Первое, что я помню из раннего детства, это огромные каменные ступени, ведущие к зданию, похожему на серьезное государственное учреждение. Мне было три или четыре года. Позднее я поняла, что это была ратуша, в то время там же находился Департамент по социальным делам (современная Служба социального обеспечения). Мы поднялись по ступеням и зашли внутрь здания. Сначала мама поговорила с секретаршей, а несколько минут спустя к нам вышла женщина в твидовом костюме с буклетом в руке.
– Вот моя дочь, – сказала мама. – Забирайте ее. Мне она не нужна, так что делайте с ней что хотите.
Это она про меня? Я огляделась, но других детей поблизости не заметила.
– Мы не можем просто забрать у вас ребенка, – произнесла женщина обескураженным тоном. – Все гораздо сложнее.
Куда они хотят меня забрать? Мама ничего мне про это не говорила. Что эта женщина имеет в виду?
Мать резко повернулась и стала спускаться по лестнице, оставив меня.
– Она останется у вас, – сказала она, обернувшись. – Я привела ее к вам, теперь заботиться о ней – ваша прямая обязанность.
Вся красная от стыда и смущения, я никак не могла понять, что же все-таки происходит. Просто смотрела себе под ноги, пока мать ругалась с женщиной в твидовом костюме. Уже тогда жизнь казалась мне страшной, ведь я понимала, что мать меня ненавидит, но другой мамы у меня не было. Я стояла и думала: что, если эта женщина согласится забрать меня? Она будет обо мне заботиться? У меня в ушах звенело от всех событий, обрушившихся на меня, так что я не расслышала, что именно она говорила моей матери, но та, похоже, сдалась.
Она взбежала по лестнице, с остервенением схватила меня за руку и потащила за собой, я даже испугалась, что она мне руку оторвет.
– Я еще вернусь, – заявила она напоследок. – Если вы не заберете ее, я все равно придумаю, как от нее избавиться. Мне она не нужна.
Всю дорогу домой она бранила меня последними словами: «Ты маленькая дрянь, как же ты меня бесишь! За что мне только такое наказание – возиться с тобой!»

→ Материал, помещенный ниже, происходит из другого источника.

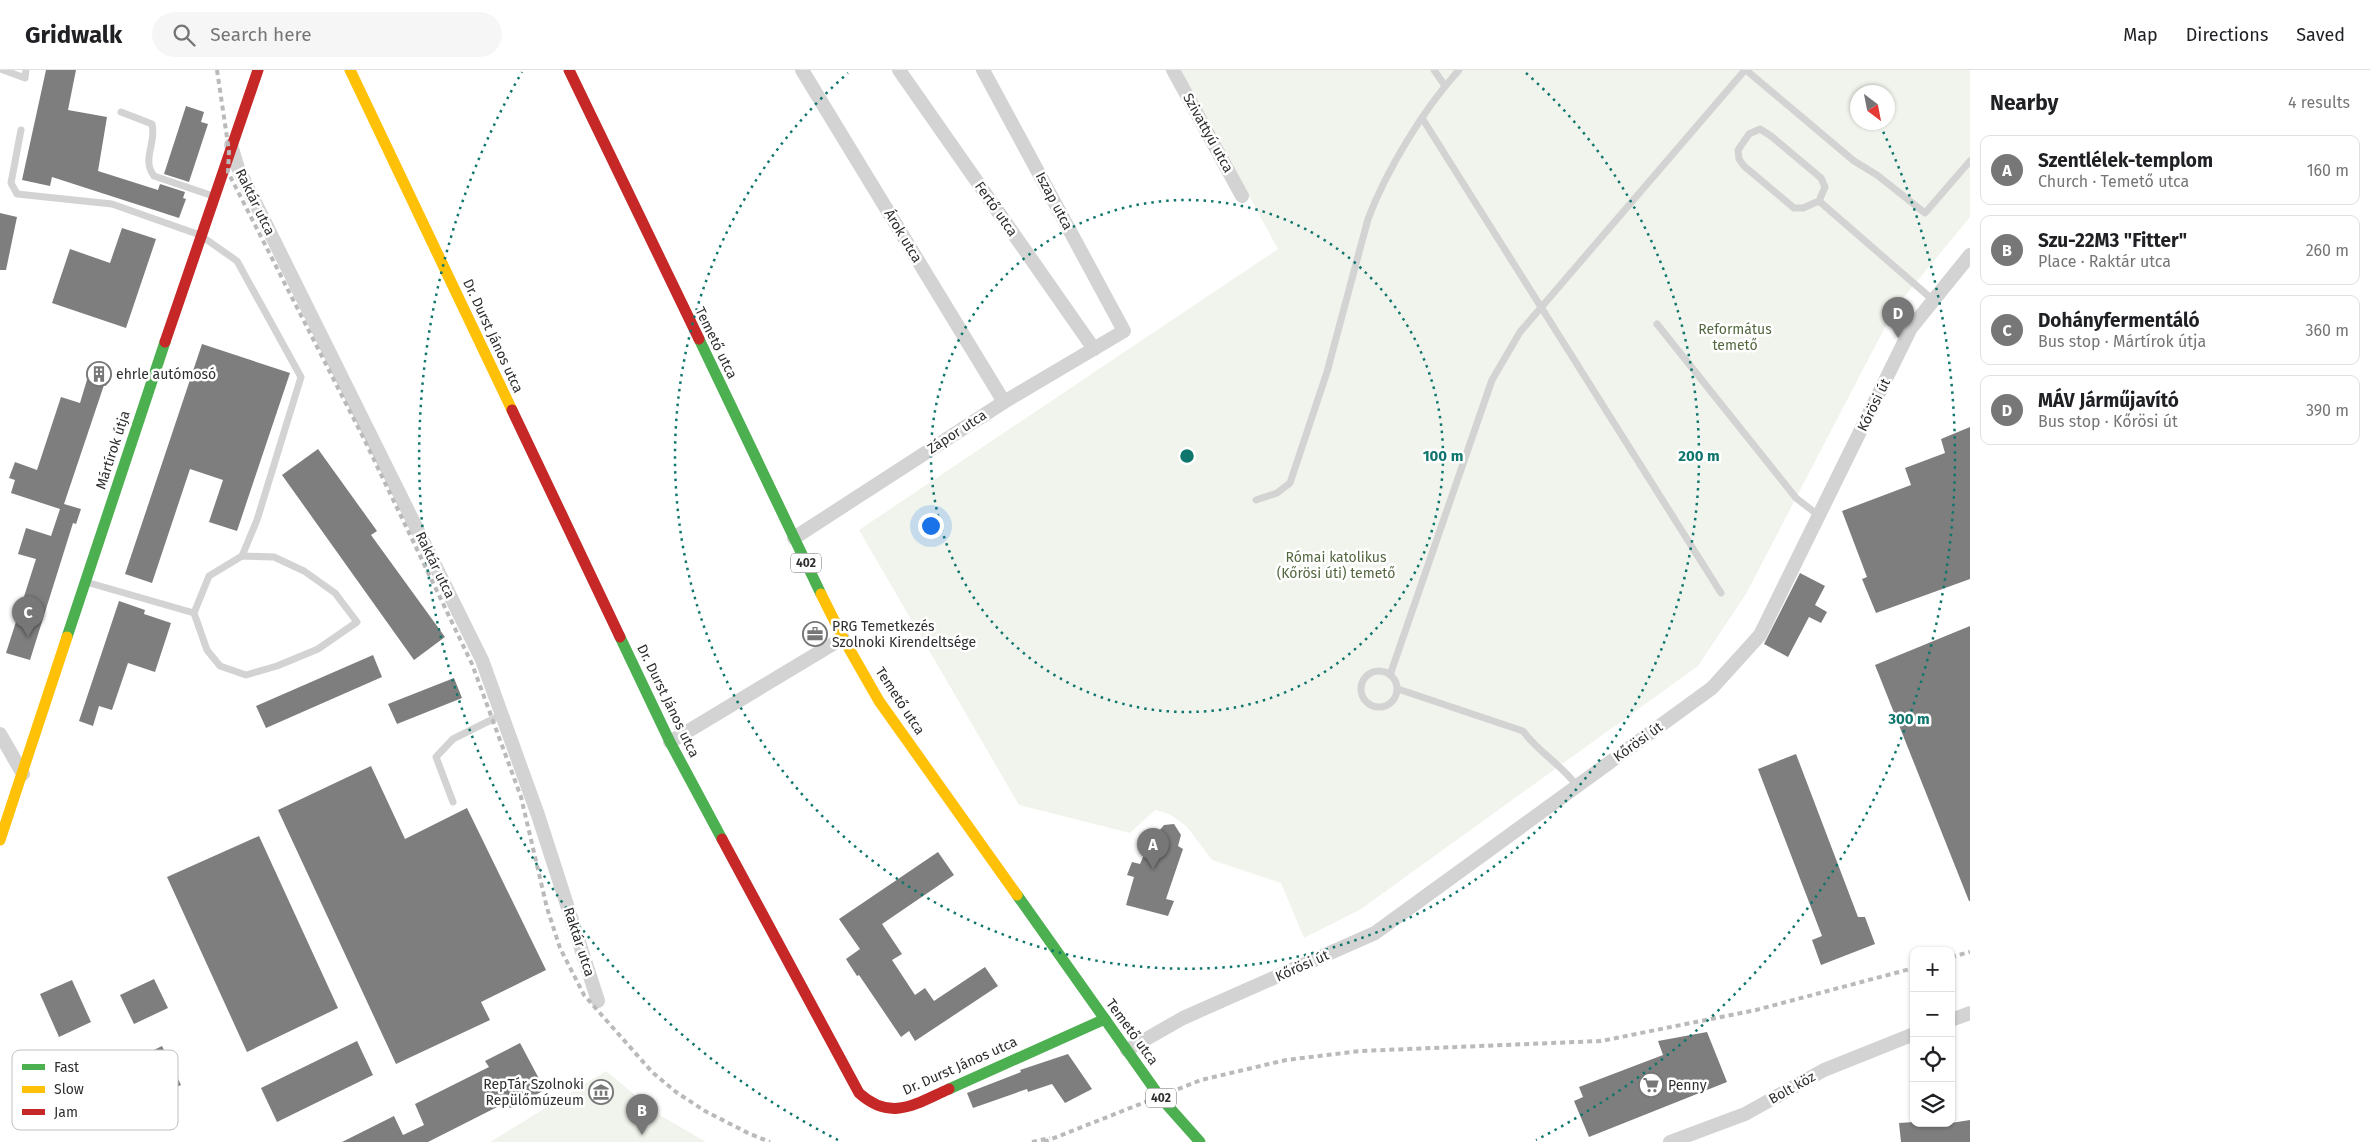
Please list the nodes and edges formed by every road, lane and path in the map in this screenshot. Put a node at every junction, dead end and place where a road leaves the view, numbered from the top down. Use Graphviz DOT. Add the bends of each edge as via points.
graph roads {
  1 [pos="3,70"];
  2 [pos="26,70"];
  3 [pos="258,70"];
  4 [pos="350,70"];
  5 [pos="569,70"];
  6 [pos="802,70"];
  7 [pos="899,70"];
  8 [pos="983,70"];
  9 [pos="1173,70"];
  10 [pos="1434,70"];
  11 [pos="1459,70"];
  12 [pos="1745,70"];
  13 [pos="1444,86"];
  14 [pos="122,112"];
  15 [pos="1422,118"];
  16 [pos="21,130"];
  17 [pos="231,145"];
  18 [pos="1970,161"];
  19 [pos="213,196"];
  20 [pos="1242,196"];
  21 [pos="1819,201"];
  22 [pos="200,235"];
  23 [pos="1970,255"];
  24 [pos="1933,300"];
  25 [pos="1542,306"];
  26 [pos="1657,324"];
  27 [pos="1124,331"];
  28 [pos="1094,349"];
  29 [pos="1004,402"];
  30 [pos="1256,500"];
  31 [pos="1818,515"];
  32 [pos="794,538"];
  33 [pos="242,556"];
  34 [pos="86,581"];
  35 [pos="1721,593"];
  36 [pos="194,613"];
  37 [pos="843,638"];
  38 [pos="1390,675"];
  39 [pos="1398,689"];
  40 [pos="501,714"];
  41 [pos="0,734"];
  42 [pos="670,742"];
  43 [pos="23,774"];
  44 [pos="1577,786"];
  45 [pos="454,802"];
  46 [pos="0,840"];
  47 [pos="598,1001"];
  48 [pos="1970,1013"];
  49 [pos="1104,1019"];
  50 [pos="1955,1019"];
  51 [pos="1910,1036"];
  52 [pos="1127,1050"];
  53 [pos="1181,1123"];
  54 [pos="1188,1142"];
  55 [pos="1200,1142"];
  56 [pos="1670,1142"];
  1 -- 2 [label="lane" via="25,78"];
  3 -- 17 [label="street, Mártírok útja"];
  4 -- 42 [label="street, Dr. Durst János utca"];
  5 -- 32 [label="street, Temető utca / 402"];
  6 -- 29 [label="street, Árok utca"];
  7 -- 28 [label="street, Fertő utca"];
  8 -- 27 [label="street, Iszap utca"];
  9 -- 20 [label="street, Szivattyú utca"];
  10 -- 13 [label="lane"];
  11 -- 13 [label="lane"];
  12 -- 18 [label="lane" via="1854,161 1925,213"];
  12 -- 25 [label="lane"];
  13 -- 15 [label="lane"];
  14 -- 19 [label="lane" via="152,124 154,134 147,160 148,169 154,176"];
  15 -- 25 [label="lane"];
  15 -- 30 [label="lane" via="1377,195 1368,218 1327,372 1290,483 1277,493"];
  16 -- 22 [label="lane" via="11,183 17,194 112,204"];
  17 -- 19 [label="street, Mártírok útja"];
  17 -- 40 [label="street, Raktár utca" via="238,168 482,660"];
  19 -- 22 [label="street, Mártírok útja"];
  21 -- 21 [label="lane" via="1794,208 1744,166 1738,150 1749,134 1760,130 1771,136 1821,178 1824,187"];
  21 -- 24 [label="lane"];
  22 -- 33 [label="lane" via="237,261 301,377 257,520"];
  22 -- 34 [label="street, Mártírok útja"];
  23 -- 24 [label="street, Kőrösi út"];
  24 -- 31 [label="street, Kőrösi út" via="1911,328"];
  25 -- 35 [label="lane"];
  25 -- 38 [label="lane" via="1520,332 1492,380"];
  26 -- 31 [label="lane" via="1796,498"];
  27 -- 28 [label="street, Zápor utca"];
  28 -- 29 [label="street, Zápor utca"];
  29 -- 32 [label="street, Zápor utca"];
  31 -- 44 [label="street, Kőrösi út" via="1760,635 1712,688"];
  32 -- 37 [label="street, Temető utca / 402"];
  33 -- 36 [label="lane" via="209,576"];
  33 -- 36 [label="lane" via="274,557 304,571 335,592 356,622 318,649 246,675 220,666 207,650"];
  34 -- 36 [label="lane"];
  34 -- 43 [label="street, Mártírok útja"];
  37 -- 42 [label="street"];
  37 -- 49 [label="street, Temető utca / 402" via="879,701"];
  38 -- 39 [label="lane"];
  38 -- 39 [label="lane" via="1380,671 1369,674 1361,688 1363,698 1374,707 1386,707 1395,700"];
  39 -- 44 [label="lane" via="1523,730"];
  40 -- 45 [label="lane" via="453,739 436,757"];
  40 -- 47 [label="street, Raktár utca" via="538,815"];
  41 -- 43 [label="street"];
  42 -- 49 [label="street, Dr. Durst János utca" via="859,1093 872,1106 889,1110 908,1107"];
  43 -- 46 [label="street, Mártírok útja"];
  44 -- 52 [label="street, Kőrösi út" via="1375,933 1183,1018"];
  48 -- 50 [label="street"];
  49 -- 52 [label="street, Temető utca / 402"];
  51 -- 56 [label="street, Bolt köz" via="1824,1070 1745,1114"];
  52 -- 53 [label="street, Temető utca / 402"];
  53 -- 54 [label="lane"];
  53 -- 55 [label="street, Temető utca / 402"];
}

Дома она заперла меня в комнате. Брат и сестры еще не вернулись из школы, и я с нетерпением ждала, когда они придут, мне было ужасно одиноко. Почему мама постоянно твердит, что не хотела меня рожать? Я ведь ее дочка. А может, так и надо? Может, другие мамы тоже жалеют, что родили своих детей? Как родная мать может сказать такое своей дочери?